Des combats d'une violence inédite dans la capitale ont éclaté le 15 juillet, avant que l'armée n'annonce trois semaines plus tard avoir repris la totalité des quartiers de Damas.

Depuis, les rebelles, qui ne peuvent rivaliser avec la puissance de feu de l'armée, mènent une guérilla urbaine dans certaines zones de la capitale.

Sur l'autre grand front, celui d'Alep (nord), les troupes bombardaient le quartier d'Izaa, selon l'Observatoire syrien des droits de l'Homme (OSDH).
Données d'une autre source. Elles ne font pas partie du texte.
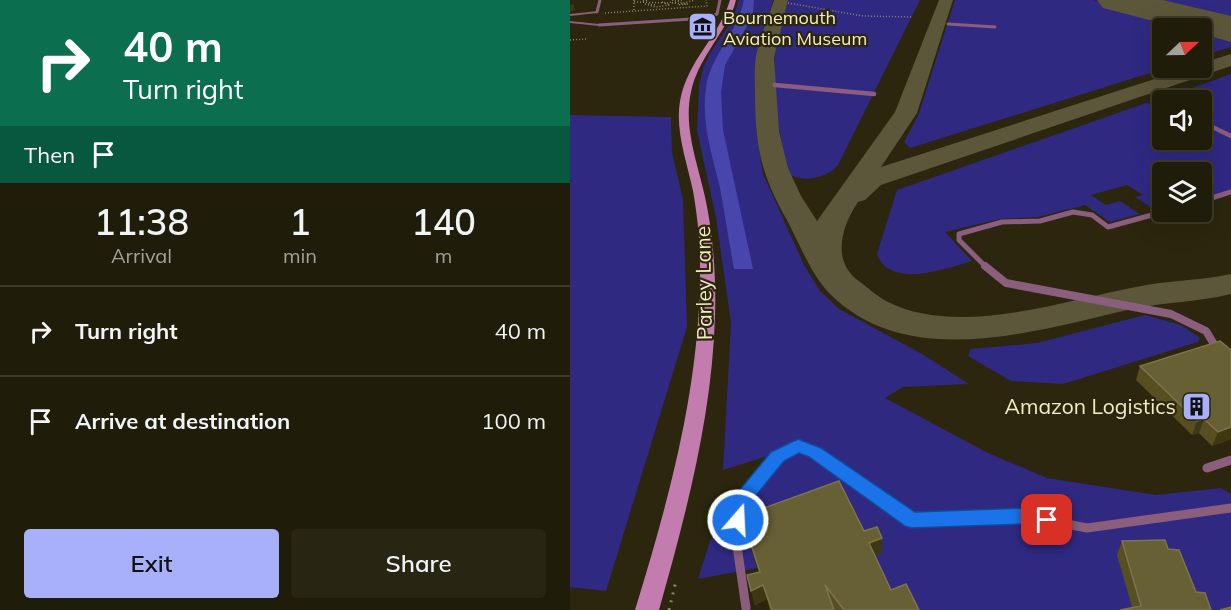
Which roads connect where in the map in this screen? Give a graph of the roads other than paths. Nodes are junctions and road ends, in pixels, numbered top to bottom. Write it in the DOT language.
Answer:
graph roads {
  1 [pos="600,0"];
  2 [pos="720,0"];
  3 [pos="733,0"];
  4 [pos="596,13"];
  5 [pos="570,15"];
  6 [pos="570,22"];
  7 [pos="948,24"];
  8 [pos="599,25"];
  9 [pos="995,27"];
  10 [pos="775,85"];
  11 [pos="874,94"];
  12 [pos="1212,127"];
  13 [pos="1231,136"];
  14 [pos="1231,192"];
  15 [pos="1212,198"];
  16 [pos="1152,215"];
  17 [pos="1231,360"];
  18 [pos="1231,460"];
  19 [pos="1207,468"];
  20 [pos="1231,508"];
  21 [pos="746,608"];
  22 [pos="647,610"];
  1 -- 4 [label="lane"];
  2 -- 8 [label="lane"];
  3 -- 22 [label="main road, Parley Lane"];
  4 -- 5 [label="street"];
  6 -- 8 [label="street"];
  7 -- 9 [label="lane"];
  10 -- 11 [label="lane"];
  12 -- 13 [label="lane"];
  14 -- 15 [label="lane"];
  16 -- 17 [label="lane"];
  18 -- 19 [label="lane"];
  20 -- 21 [label="lane"];
}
"Les forces du régime essayent de prendre le contrôle du quartier", a dit cette ONG alors que la télévision d'Etat a assuré que l'armée avait "nettoyé" le secteur.

L'armée bombardait également plusieurs quartiers assiégés de Homs (centre), une ville sous les bombes depuis plus de deux mois, a ajouté l'OSDH.

"Le bombardement est très violent, des zones entières ont été détruites mais plus personne ne s'intéresse à Homs désormais", a déploré un militant du vieux Homs, toujours tenu par les rebelles.